1. Internal Preparation:

  • Communication with internal stakeholders about the deal rationale
  • Prepare the divestiture team
  • Bring the divestiture team and unit managers onto DealRoom (or another M&A project management platform), ensuring efficient communication and deal preparation
  • Begin internal due diligence process (again in DealRoom), including business documentation and its estimated valuation
  • Decide where, if anywhere, the proceeds from the sale of the unit should be invested at deal close

2. Create a Buyer Shortlist

  • Develop a list, carefully selecting businesses that are not and will not represent a threat to your company if they acquire the unit in question
  • Begin buyer reach-out where appropriate

3. Structuring the Transaction

  • Decide how the divestiture should be structured (is an equity carve-out an option?), consider all contingencies
  • Carefully manage the unit in question to ensure that no value is destroyed during the deal and operational performance is maintained
  • Empower employees in the unit who were previously disinvolved in management decisions for the unit

4. Post-deal Phase

  • Communicate where the deal has made the company stronger to internal and external stakeholders
  • Collaborate with the corporate development team about new growth areas in light of the insights gleaned from the divestiture process

The Power of Divestitures in Action

Let's look at the example of Orsted, Denmark’s largest energy company. Orsted executed a well planned divestment strategy, resulting in significant growth.
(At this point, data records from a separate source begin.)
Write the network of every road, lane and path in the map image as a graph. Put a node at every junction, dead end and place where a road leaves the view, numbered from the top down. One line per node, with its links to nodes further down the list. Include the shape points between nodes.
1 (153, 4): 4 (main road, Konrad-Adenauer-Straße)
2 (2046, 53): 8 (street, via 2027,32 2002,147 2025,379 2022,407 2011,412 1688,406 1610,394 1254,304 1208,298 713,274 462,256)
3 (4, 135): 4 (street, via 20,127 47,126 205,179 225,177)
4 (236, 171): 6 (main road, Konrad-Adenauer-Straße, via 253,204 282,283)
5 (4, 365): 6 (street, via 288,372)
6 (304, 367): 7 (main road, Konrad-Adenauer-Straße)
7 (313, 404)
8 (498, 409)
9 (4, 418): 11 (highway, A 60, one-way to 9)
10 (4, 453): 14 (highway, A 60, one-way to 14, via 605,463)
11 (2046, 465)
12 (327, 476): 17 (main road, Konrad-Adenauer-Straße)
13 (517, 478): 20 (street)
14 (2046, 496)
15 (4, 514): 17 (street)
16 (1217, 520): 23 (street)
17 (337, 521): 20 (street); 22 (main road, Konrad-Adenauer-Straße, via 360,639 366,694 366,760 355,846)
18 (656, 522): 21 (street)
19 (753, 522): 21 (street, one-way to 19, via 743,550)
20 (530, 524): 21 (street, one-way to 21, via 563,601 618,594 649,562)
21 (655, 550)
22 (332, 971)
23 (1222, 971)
Traditionally, Orsted focused on managing Denmark’s North Sea oil and gas assets.

Around 85% of Orsted's assets were in fossil fuels, and as late as 2006, it signed a 30-year gas agreement with Russia’s Gazprom and was using coal for energy generation at several plants.

In 2009, the Climate Change Conference was held in Copenhagen, Denmark. As a sign of the seriousness at which Denmark was taking its role as host, Orsted made a commitment to transition from an 85% fossil fuel company to an 85% renewable energy company within 30 years.

Because Orsted was able to divest its oil and gas assets quickly and reinvest the proceeds into renewable energy, that transition only took a decade.

Orsted’s stock market value grew exponentially, outperforming all of the oil and gas majors at the same time.

By combining divestitures with acquisitions, Orsted was able to execute an extremely bold vision that generated huge value for shareholders.

Orsted is now the biggest producer of wind energy in the world. By 2025, slightly over half the time for which it had originally planned the transition to 85% renewables, Orsted will provide 99% of its energy via renewable sources.

Conclusion: Start Divesting

The chances are that if you are a manager of a company with multiple business units, at least one of them is holding back your company from value generating.

The cash tied up in that business is worth far more than just its market value: the value also includes the additional cashflow that could be generated by plugging the cash into one of your company’s core value drivers.

Start planning divestitures today and avoid the fate of the manager who looks at a business unit wondering where its value went.